--- DATA FOR THE TASK Enclosed Below ---

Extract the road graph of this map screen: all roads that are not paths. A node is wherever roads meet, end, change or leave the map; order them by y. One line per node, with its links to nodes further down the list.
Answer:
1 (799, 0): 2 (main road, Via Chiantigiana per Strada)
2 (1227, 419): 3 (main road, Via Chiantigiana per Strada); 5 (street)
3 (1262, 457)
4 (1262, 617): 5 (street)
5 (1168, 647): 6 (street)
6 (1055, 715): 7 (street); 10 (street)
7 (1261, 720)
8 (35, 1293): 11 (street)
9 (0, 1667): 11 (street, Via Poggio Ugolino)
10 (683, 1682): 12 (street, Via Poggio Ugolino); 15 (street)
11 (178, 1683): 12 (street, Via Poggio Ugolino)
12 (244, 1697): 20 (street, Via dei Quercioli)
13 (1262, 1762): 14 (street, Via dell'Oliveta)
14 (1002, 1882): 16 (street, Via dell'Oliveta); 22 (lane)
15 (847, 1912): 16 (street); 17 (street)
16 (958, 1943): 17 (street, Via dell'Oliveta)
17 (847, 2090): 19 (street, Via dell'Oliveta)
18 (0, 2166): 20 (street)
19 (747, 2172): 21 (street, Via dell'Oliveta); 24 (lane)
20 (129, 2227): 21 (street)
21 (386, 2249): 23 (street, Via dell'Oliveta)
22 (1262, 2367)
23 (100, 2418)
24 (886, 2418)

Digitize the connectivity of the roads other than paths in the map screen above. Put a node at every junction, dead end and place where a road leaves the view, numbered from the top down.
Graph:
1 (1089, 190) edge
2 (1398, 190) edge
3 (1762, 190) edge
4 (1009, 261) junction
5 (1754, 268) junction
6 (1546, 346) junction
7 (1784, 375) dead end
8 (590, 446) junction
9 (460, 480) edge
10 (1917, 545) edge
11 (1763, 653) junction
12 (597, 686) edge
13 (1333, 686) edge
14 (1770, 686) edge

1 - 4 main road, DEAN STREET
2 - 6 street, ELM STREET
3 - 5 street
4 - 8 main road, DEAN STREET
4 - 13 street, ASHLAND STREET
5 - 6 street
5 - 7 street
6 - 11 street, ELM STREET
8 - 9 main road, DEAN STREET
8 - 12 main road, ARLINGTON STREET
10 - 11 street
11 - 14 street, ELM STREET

--- End of Enclosed DATA FOR THE TASK ---

EXERCISE DETAILS - Based on the listing, determine the number of lines that include the string "roads", and give that number without further text.

WRITTEN ANSWER - 2